Increasing the device packing density of an IC by minimizing transistor dimensions inherently requires that the interconnect technology used to couple transistors together be similarly minimized. In a typical interconnect technology scheme, after transistors are formed on a semiconductor substrate, a layer of dielectric material is used to coat the surface of the transistors to physically and electrically insulate them. Once this dielectric material is deposited, openings are etched through the dielectric material to the underlying semiconductor substrate. Conductive material is deposited into these openings in order to make electrical contact to the substrate surface. These openings filled with conductive material are called contacts.
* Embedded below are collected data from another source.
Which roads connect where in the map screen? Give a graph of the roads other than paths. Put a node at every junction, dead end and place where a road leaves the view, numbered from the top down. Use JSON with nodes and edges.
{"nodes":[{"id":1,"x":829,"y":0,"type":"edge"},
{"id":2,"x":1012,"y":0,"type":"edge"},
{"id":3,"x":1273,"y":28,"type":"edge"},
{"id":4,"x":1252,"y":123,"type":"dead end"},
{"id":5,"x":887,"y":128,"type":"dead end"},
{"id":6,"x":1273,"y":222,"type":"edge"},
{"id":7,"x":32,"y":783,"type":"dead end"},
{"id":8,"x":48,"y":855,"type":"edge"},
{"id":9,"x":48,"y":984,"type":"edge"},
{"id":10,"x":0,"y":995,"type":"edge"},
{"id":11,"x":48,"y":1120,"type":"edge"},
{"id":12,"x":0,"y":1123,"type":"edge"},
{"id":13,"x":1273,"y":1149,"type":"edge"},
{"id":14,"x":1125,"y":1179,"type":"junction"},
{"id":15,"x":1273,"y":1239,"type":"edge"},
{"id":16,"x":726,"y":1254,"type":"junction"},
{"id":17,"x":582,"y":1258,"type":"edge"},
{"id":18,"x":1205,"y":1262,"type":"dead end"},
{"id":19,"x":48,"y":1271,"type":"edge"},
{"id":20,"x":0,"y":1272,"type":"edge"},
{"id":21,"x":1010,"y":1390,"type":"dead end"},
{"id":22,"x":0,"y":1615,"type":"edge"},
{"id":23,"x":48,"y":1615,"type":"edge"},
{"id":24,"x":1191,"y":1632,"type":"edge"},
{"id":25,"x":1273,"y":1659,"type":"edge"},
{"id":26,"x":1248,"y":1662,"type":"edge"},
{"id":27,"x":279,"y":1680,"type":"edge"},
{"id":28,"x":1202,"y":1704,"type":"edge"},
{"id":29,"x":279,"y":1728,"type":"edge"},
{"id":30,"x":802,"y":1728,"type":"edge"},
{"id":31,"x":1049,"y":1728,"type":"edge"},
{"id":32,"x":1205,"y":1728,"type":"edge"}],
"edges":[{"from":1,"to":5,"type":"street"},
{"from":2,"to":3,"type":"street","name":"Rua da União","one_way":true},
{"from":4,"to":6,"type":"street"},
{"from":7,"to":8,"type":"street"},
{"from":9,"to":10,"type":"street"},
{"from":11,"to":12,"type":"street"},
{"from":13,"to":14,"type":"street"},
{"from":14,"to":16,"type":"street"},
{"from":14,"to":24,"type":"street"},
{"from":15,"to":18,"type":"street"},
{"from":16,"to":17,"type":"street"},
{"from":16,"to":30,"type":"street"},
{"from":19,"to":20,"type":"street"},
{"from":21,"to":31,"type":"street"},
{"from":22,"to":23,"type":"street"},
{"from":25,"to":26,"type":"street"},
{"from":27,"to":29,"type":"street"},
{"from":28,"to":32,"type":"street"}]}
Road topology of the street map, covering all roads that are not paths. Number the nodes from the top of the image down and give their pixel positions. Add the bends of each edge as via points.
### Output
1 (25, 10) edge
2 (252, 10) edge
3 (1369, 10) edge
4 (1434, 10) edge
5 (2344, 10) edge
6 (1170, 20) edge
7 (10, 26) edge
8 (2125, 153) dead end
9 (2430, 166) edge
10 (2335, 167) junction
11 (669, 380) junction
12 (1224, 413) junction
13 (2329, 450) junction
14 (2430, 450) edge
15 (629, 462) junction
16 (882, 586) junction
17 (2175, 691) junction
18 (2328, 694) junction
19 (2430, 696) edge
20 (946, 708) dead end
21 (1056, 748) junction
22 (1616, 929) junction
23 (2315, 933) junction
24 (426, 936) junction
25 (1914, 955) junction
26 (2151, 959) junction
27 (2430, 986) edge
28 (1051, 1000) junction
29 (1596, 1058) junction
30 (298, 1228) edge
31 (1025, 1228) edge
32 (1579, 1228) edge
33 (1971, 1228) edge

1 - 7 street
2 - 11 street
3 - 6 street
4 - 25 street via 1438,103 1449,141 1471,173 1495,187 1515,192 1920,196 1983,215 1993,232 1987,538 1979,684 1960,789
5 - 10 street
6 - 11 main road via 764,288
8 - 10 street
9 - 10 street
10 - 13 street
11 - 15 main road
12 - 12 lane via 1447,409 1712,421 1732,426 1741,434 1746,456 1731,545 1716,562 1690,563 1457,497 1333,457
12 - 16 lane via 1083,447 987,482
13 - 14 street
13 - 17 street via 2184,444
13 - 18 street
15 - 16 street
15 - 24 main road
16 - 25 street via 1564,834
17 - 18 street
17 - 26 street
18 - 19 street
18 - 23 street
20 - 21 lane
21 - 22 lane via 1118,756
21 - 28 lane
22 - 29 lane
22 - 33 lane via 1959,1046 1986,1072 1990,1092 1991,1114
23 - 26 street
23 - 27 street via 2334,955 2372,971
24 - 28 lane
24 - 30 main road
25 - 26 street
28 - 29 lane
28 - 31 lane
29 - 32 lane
Once a first layer of interconnects has been deposited on the surface of the first dielectric layer, a second dielectric layer is deposited to coat the surface of this first interconnect layer. Openings are then etched into this second dielectric layer to permit electrical coupling to the first interconnect layer by filling these openings with conductive material. These openings filled with conductive material are called vias. Once the interconnects of the second interconnect layer have been formed, a third dielectric layer is deposited to coat the second interconnect layer, and vias are again formed in the third dielectric layer. This process of forming an interconnect layer, coating with a dielectric layer, forming vias in the dielectric layer, and forming another interconnect layer on its surface may be repeated any number of times in IC manufacturing technology.
The dimensions of these contacts and vias have historically been limited by the photolithographic technology used to define the size and location of contact and via openings. For example, conventional photolithographic technologies are currently capable of defining, or “resolving”, an opening having a minimum width of approximately 100 nanometers (nm). This minimum resolvable dimension significantly limits the device packing density of the IC.
Accordingly, there is a need in the art for a method of patterning contact holes with openings less than 100 nm. Additionally, it would be advantageous to produce masks for such contact holes that are simpler to manufacture, thereby decreasing costs.